Merge employee history records if there is no change between the rows based on start date-CodePudding

I am trying to merge employee history records and get minimum of start date and maximum of end date when there is no other change in any other dimension columns (Employee, Department, Job, Position Status).

Input:

Output:

Script for table creation & populating data:

create table EmployeeHistory (EmployeeHistoryID INT,
                              EmployeeID INT,
                              DepartmentID  INT,
                              JobID INT,
                              PositionStatusID  INT,
                              StartDate DATE,
                              EndDate DATE)

insert into EmployeeHistory values (123, 362880, 450, 243, 1, '2019-05-28', '2020-05-03')
insert into EmployeeHistory values (124, 362880, 450, 243, 2, '2020-05-04', '2020-08-20')
insert into EmployeeHistory values (125, 362880, 450, 243, 1, '2020-08-21', '2020-08-31')
insert into EmployeeHistory values (126, 362880, 450, 243, 1, '2020-09-01',  '2021-09-23')
insert into EmployeeHistory values (127, 362881, 450, 243, 1, '2019-07-01', '2019-07-31')
insert into EmployeeHistory values (128, 362881, 450, 243, 1, '2019-08-01',  '2021-09-23')
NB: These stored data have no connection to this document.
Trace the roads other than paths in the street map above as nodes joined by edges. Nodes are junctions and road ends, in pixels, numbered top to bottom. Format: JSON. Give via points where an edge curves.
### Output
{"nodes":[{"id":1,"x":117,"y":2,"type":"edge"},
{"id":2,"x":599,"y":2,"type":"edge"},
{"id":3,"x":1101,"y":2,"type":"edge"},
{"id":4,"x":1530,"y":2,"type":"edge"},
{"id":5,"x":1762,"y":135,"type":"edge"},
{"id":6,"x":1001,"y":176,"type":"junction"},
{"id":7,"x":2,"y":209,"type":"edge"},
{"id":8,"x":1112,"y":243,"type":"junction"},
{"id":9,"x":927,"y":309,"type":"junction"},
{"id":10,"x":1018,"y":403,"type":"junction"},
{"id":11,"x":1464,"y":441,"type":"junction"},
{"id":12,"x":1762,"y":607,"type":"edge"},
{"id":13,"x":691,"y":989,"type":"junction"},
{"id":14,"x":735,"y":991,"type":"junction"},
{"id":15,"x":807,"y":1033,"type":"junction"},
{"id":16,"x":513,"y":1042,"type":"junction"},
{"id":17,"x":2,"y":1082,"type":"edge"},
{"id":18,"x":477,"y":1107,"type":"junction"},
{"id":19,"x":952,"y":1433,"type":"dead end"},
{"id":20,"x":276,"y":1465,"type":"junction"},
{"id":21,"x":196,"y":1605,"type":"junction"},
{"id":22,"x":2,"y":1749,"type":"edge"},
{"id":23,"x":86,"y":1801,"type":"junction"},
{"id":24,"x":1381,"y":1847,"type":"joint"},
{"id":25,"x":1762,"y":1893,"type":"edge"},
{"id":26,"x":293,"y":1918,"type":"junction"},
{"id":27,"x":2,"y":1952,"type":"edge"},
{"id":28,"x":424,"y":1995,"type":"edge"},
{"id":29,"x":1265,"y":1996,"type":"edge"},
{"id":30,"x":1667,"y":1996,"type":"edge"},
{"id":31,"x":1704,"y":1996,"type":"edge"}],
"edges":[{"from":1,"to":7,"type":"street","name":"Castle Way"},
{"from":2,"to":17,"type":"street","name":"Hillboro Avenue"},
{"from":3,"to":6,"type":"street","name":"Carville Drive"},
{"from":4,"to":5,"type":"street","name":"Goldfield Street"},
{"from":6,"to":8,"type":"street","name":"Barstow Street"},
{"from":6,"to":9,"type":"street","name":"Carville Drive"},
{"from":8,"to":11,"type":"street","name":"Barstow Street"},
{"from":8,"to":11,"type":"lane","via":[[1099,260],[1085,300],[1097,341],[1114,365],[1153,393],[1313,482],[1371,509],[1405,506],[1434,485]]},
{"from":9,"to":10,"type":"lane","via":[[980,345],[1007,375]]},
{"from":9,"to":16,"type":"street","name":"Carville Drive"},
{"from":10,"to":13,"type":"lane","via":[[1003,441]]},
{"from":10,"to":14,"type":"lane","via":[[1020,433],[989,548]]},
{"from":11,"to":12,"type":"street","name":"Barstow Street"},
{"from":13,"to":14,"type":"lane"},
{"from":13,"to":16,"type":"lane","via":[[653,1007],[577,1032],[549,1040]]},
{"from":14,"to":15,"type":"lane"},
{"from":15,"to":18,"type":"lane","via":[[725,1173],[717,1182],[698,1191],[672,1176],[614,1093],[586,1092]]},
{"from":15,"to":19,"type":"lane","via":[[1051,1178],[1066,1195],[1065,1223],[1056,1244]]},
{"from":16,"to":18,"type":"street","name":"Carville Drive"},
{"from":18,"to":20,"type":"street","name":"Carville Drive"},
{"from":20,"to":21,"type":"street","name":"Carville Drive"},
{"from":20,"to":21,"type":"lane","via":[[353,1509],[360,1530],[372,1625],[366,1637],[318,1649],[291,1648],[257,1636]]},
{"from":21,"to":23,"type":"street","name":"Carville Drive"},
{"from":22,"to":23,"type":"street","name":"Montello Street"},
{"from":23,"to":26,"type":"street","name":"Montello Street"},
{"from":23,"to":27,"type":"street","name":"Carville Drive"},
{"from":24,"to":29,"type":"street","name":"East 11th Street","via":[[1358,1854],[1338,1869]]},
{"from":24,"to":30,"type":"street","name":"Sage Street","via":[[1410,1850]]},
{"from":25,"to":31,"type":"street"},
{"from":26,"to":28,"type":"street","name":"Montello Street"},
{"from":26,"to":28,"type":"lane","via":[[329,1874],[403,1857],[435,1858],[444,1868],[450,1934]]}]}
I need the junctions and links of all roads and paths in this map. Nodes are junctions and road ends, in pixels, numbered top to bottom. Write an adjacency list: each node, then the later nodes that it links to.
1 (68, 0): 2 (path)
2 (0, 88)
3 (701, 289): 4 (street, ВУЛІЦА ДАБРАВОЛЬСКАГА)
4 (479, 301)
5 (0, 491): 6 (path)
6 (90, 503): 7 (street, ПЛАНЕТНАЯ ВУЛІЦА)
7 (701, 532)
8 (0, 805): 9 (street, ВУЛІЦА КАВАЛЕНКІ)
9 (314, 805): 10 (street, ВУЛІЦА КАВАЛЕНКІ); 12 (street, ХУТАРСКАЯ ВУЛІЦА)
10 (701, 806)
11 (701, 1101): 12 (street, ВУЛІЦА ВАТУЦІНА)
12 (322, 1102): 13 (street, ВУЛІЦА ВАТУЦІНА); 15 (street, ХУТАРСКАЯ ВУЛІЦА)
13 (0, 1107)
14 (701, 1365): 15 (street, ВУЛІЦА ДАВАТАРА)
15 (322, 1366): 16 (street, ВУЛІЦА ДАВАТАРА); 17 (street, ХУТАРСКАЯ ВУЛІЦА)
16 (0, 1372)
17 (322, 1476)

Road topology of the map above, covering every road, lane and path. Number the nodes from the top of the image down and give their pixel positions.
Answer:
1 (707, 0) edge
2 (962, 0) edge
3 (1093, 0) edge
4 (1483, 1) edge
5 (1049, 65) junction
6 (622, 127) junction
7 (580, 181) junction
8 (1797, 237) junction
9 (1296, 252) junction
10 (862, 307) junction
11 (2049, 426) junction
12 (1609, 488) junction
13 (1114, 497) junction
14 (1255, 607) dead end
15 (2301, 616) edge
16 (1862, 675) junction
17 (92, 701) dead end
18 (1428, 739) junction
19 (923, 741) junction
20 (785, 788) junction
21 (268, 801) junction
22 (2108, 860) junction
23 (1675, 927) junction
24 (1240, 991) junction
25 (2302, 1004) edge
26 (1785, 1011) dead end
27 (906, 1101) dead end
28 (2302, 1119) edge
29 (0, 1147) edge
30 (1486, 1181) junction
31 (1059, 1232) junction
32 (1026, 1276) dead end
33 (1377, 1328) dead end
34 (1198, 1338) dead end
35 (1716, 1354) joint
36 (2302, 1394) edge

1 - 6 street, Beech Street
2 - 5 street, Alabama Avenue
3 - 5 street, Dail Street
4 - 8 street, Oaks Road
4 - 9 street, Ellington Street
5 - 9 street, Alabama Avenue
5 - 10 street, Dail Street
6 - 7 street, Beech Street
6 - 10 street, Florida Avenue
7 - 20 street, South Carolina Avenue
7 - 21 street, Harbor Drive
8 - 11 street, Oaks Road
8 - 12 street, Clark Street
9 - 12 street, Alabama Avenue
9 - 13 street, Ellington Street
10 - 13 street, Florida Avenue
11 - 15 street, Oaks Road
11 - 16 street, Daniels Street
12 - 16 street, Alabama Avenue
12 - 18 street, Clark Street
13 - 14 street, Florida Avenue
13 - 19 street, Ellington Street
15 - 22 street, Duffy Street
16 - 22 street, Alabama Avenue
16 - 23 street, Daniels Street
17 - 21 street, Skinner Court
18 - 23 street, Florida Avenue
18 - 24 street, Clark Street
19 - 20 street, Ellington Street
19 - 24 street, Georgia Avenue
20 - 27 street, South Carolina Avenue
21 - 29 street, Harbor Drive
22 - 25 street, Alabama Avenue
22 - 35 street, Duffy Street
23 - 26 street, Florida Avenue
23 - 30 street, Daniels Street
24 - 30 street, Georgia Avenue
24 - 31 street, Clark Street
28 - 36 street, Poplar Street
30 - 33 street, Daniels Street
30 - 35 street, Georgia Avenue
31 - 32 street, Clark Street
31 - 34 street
When I use analytical functions or group by it is merging row 1, 3 & 4, but I want to merge only 3 & 4 as all other columns are same. Even though Row 1 is same as 3 & 4, in order to maintain the history row 1 is not supposed to be merged to 3 &4 in this scenario.

Sample code, I am using:

select distinct *
  from (select MAX(EmployeeHistoryID) OVER (PARTITION BY EmployeeID, DepartmentID, JobID, PositionStatusID)  AS EmployeeHistoryID,
               EmployeeID,
               DepartmentID,
               JobID,
               PositionStatusID,
               MIN(StartDate) OVER (PARTITION BY EmployeeID, DepartmentID, JobID, PositionStatusID)  AS StartDate,
               MAX(EndDate) OVER (PARTITION BY EmployeeID, DepartmentID, JobID, PositionStatusID)  AS EndDate
          from EmployeeHistory) m

CodePudding user response：

This is a type of gaps-and-islands problem (a genre of problems relating to combining adjacent rows with similar information).

In your data, your records for each employee perfectly "tile" together. There are no gaps. The start date for one row is the end date plus one day of the previous row for the employee.

This allows you to solve the problem only using window functions. Avoiding aggregation is usually a performance benefit. The idea is to find the first row where there is a change, keep that row and calculate the end date. There is a slight complication for the final end date:

select eh.EmployeeHistoryID, eh.EmployeeID, eh.DepartmentID, eh.JobID, eh.PositionStatusID, eh.StartDate,
       lead(dateadd(day, -1, StartDate), 1, max_EndDate) over (partition by EmployeeId order by StartDate) as EndDate
from (select eh.*,
             lag(StartDate) over (partition by EmployeeID order by StartDate) as prev_StartDate,
             lag(StartDate) over (partition by EmployeeID, DepartmentID, JobID, PositionStatusID order by StartDate) as prev_StartDate_same,
             max(EndDate) over (partition by EmployeeId) as max_EndDate
      from EmployeeHistory eh
     ) eh
where prev_StartDate_same is null or prev_StartDate_same <> prev_StartDate
order by EmployeeHistoryID;

Here is a db<>fiddle.

CodePudding user response：

If I understood correctly, this is easily achievable using group by. See if this meets the expectation:

SELECT Max(employeehistoryid) AS EmployeeHistoryID,
       employeeid,
       departmentid,
       jobid,
       positionstatusid,
       Min(startdate)         AS StartDate,
       Max(enddate)           AS EndDate
FROM   employeehistory
GROUP  BY employeeid,
          departmentid,
          jobid,
          positionstatusid